Leaders credit that to the increased safety training for soldiers, especially those soldiers labeled "high-risk".

This week, Fort Rucker is bringing Army leaders from across the U.S. for the U.S. Army Combat Readiness Safety Symposium.

Its focus is on many topics including accident trends, human factors and best safety practices.

"You want people who will jump out of airplanes, who fly helicopters at night, who breakdown doors, who will confront an enemy that are only found in places in the dictionary or encyclopedia. We want soldiers like that, but we also want to understand what makes them tick so we can protect them 24 hours a day," says Brigadier General William Forrester, who is the director of Army Safety.

The U.S. Army Combat Readiness Safety Symposium is the only one of its kind to be held in the U.S. for the U.S. Army.

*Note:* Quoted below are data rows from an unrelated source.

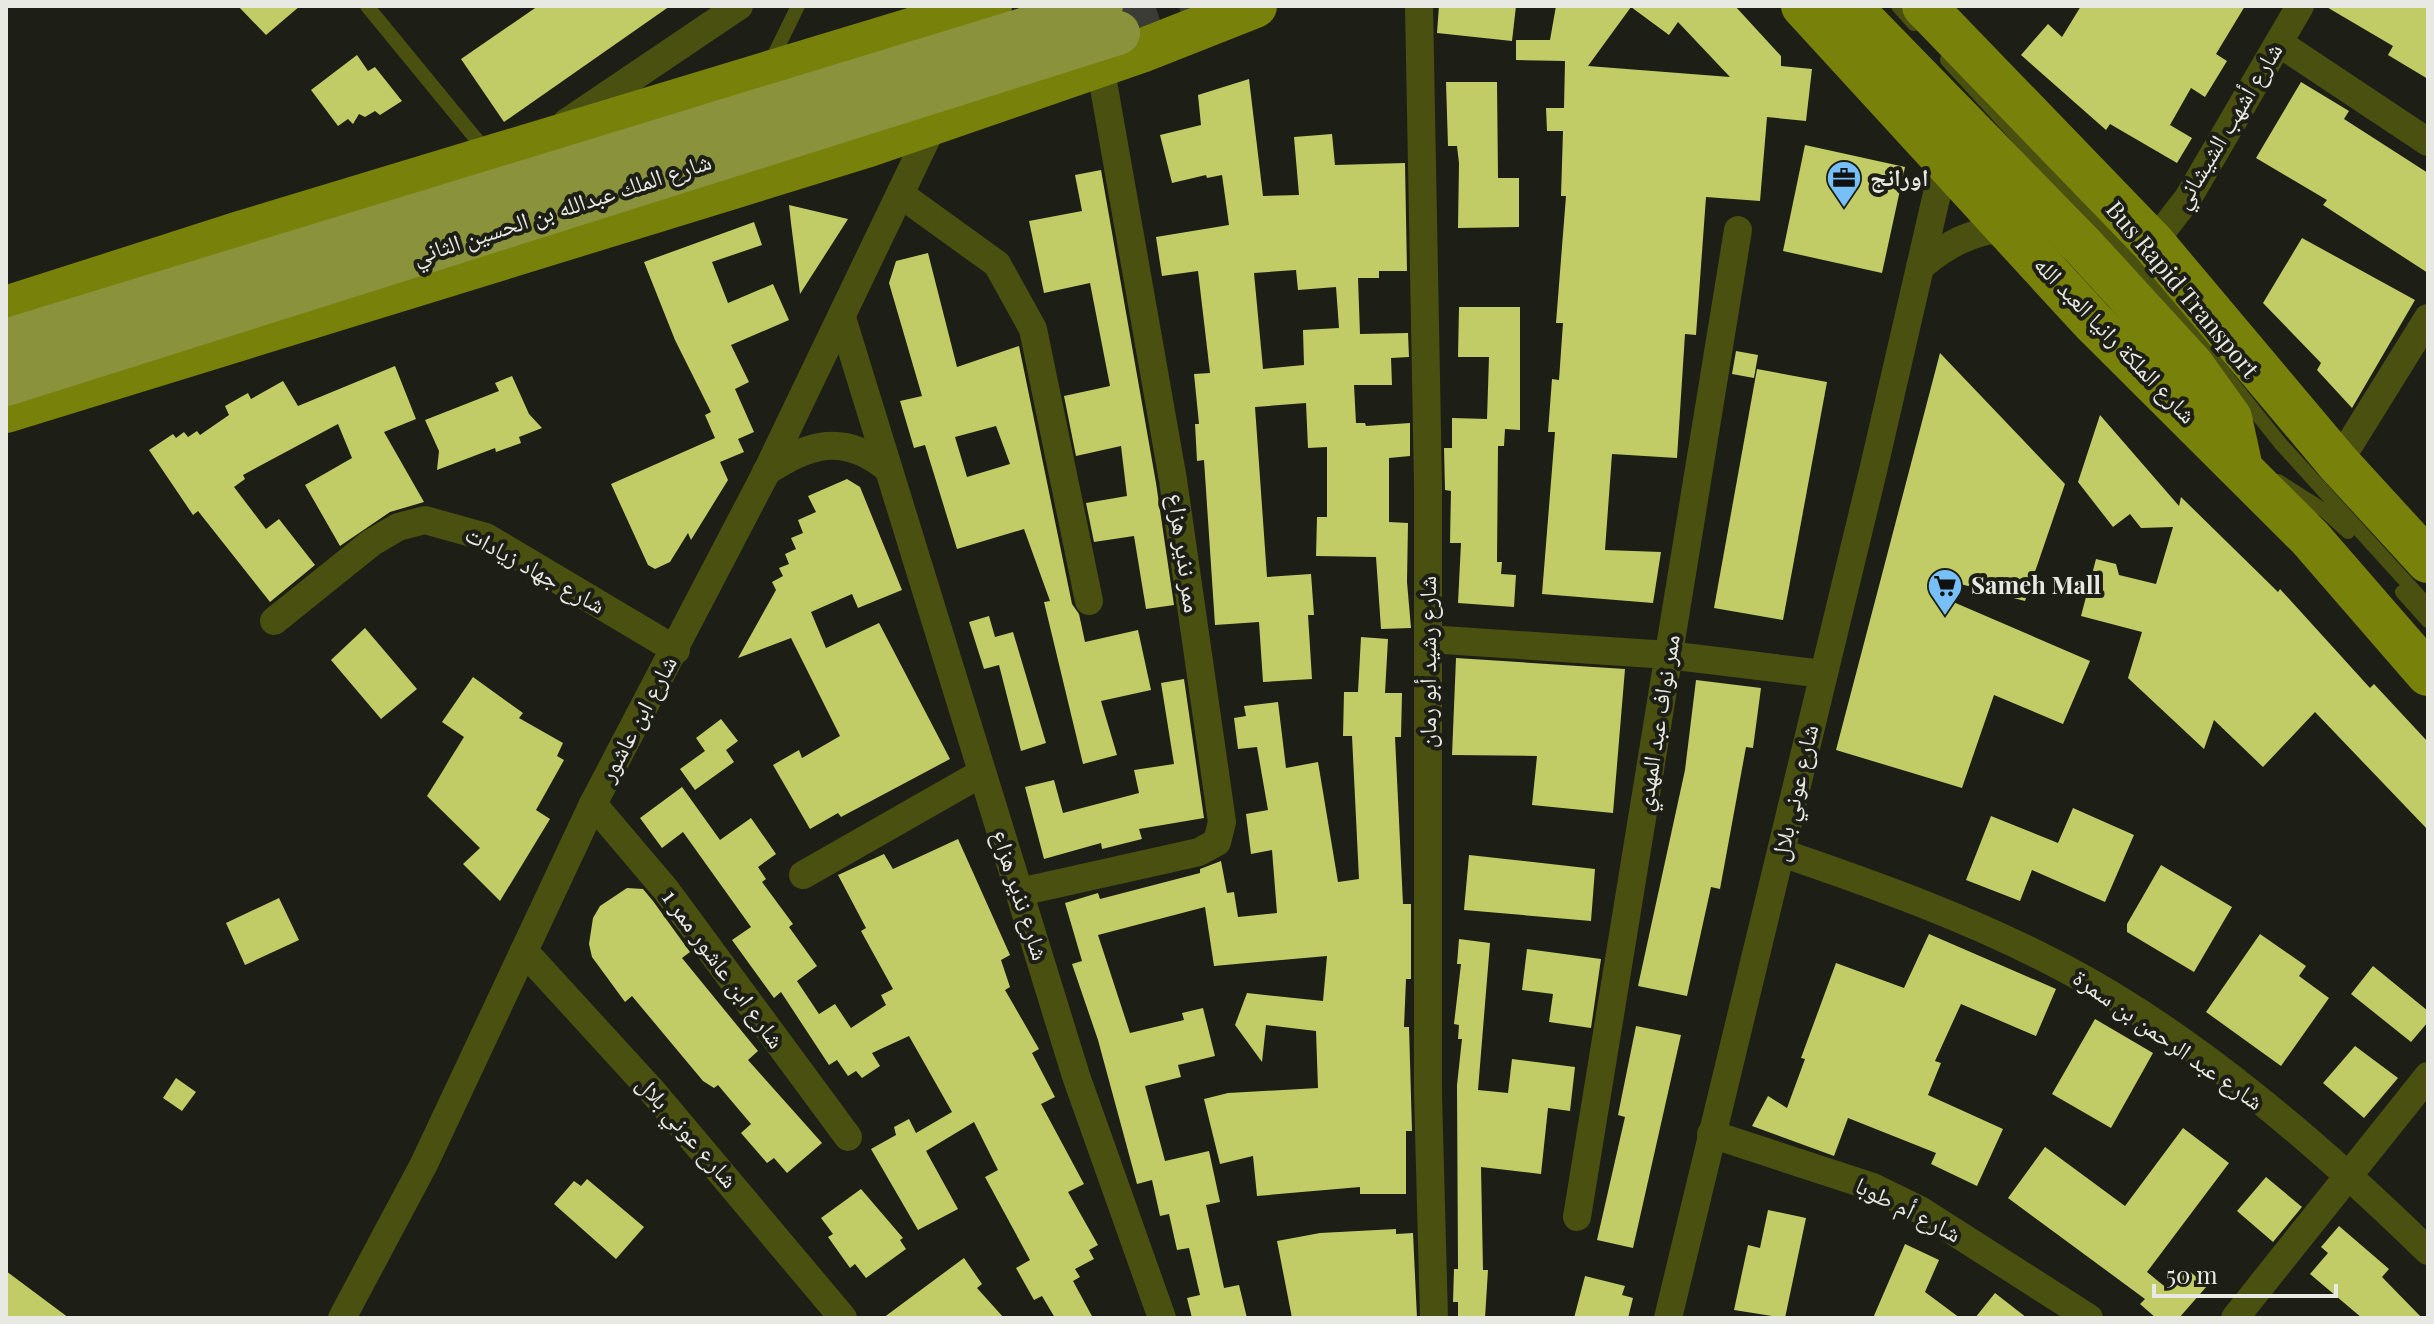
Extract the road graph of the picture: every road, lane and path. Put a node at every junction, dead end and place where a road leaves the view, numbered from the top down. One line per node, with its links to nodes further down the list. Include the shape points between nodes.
1 (367, 6): 17 (lane)
2 (739, 6): 17 (street)
3 (798, 6): 14 (lane)
4 (990, 6): 14 (main road)
5 (1419, 6): 39 (street, شارع رشيد أبو رمان)
6 (1803, 6): 18 (main road, شارع الملكة رانيا العبد الله)
7 (1849, 6): 31 (main road, via 2084,247 2218,397 2238,442)
8 (1898, 6): 11 (lane, Bus Rapid Transport)
9 (2300, 6): 13 (street, شارع أشهب الشيشاني)
10 (1213, 14): 12 (main road)
11 (1929, 31): 22 (main road); 36 (lane, Bus Rapid Transport, via 2157,289 2280,443)
12 (1107, 35): 15 (main road); 27 (highway, شارع الملك عبدالله بن الحسين الثاني); 28 (highway, شارع الملك عبدالله بن الحسين الثاني); 48 (street, ممر نذير هزاع, via 1222,822 1217,842 1199,852)
13 (2279, 43): 16 (street); 22 (street, شارع أشهب الشيشاني, via 2188,198)
14 (766, 73): 17 (main road)
15 (935, 121): 19 (street, شارع ابن عاشور); 29 (main road)
16 (2428, 142)
17 (512, 152): 24 (main road)
18 (1945, 159): 20 (main road, شارع الملكة رانيا العبد الله); 23 (street, شارع عوني بلال)
19 (900, 194): 25 (street, شارع ابن عاشور); 35 (street, via 997,264 1033,329)
20 (2006, 227): 23 (street, via 1952,241); 31 (main road, شارع الملكة رانيا العبد الله, via 2092,321)
21 (1738, 230): 41 (street, ممر نواف عبد المهدي)
22 (2153, 243): 30 (main road)
23 (1920, 267): 42 (street, شارع عوني بلال)
24 (6, 308)
25 (842, 318): 32 (street, شارع نذير هزاع); 33 (street, شارع ابن عاشور)
26 (2428, 318): 30 (street)
27 (6, 341)
28 (6, 384)
29 (6, 411)
30 (2338, 463): 34 (main road)
31 (2241, 465): 38 (lane, via 2325,511); 43 (main road, شارع الملكة رانيا العبد الله)
32 (887, 468): 33 (street, via 870,454 840,445 801,451); 44 (street, شارع نذير هزاع)
33 (766, 473): 40 (street, شارع ابن عاشور)
34 (2428, 561)
35 (1089, 601)
36 (2428, 606)
37 (274, 621): 40 (street, شارع جهاد زيادات, via 371,543 398,527 425,520 486,537)
38 (2428, 621)
39 (1428, 639): 41 (street); 59 (street, شارع رشيد أبو رمان, via 1428,1093)
40 (676, 650): 45 (street, شارع ابن عاشور)
41 (1668, 655): 42 (street); 54 (street, ممر نواف عبد المهدي)
42 (1823, 674): 46 (street, شارع عوني بلال)
43 (2428, 674)
44 (980, 774): 47 (street); 48 (street, شارع نذير هزاع)
45 (593, 804): 49 (street, شارع ابن عاشور); 52 (street, شارع ابن عاشور ممر 1, via 666,890)
46 (1782, 853): 51 (street, شارع عوني بلال); 53 (street, شارع عبد الرحمن بن سمرة, via 1938,910 2060,966 2170,1036)
47 (803, 875)
48 (1020, 892): 58 (street, شارع نذير هزاع, via 1076,1076)
49 (524, 951): 56 (street, شارع ابن عاشور, via 424,1164); 57 (street, شارع عوني بلال, via 653,1092)
50 (2428, 1076): 53 (street)
51 (1711, 1134): 60 (street, شارع عوني بلال); 61 (street, شارع أم طوبا, via 1859,1182 1908,1205)
52 (848, 1137)
53 (2349, 1174): 55 (street, شارع عبد الرحمن بن سمرة); 62 (street)
54 (1577, 1217)
55 (2428, 1251)
56 (342, 1318)
57 (843, 1318)
58 (1162, 1318)
59 (1434, 1318)
60 (1668, 1318)
61 (2089, 1318)
62 (2235, 1318)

Fort Rucker is the home of this annual symposium because of the Safety Center Tenant located on the base.

"Every post is a little bit different. What I don't want is for us to go after the same solutions for our post. What we really want is to examine what the losses are in that particular post," says General Forrester.

Brigadier General William Forrester says the number one target for Fort Rucker is crew interaction.

He says it's primarily important for the soldiers on this base to have strong communication, especially in aviation training.

The two-day event wrapped up Wednesday afternoon.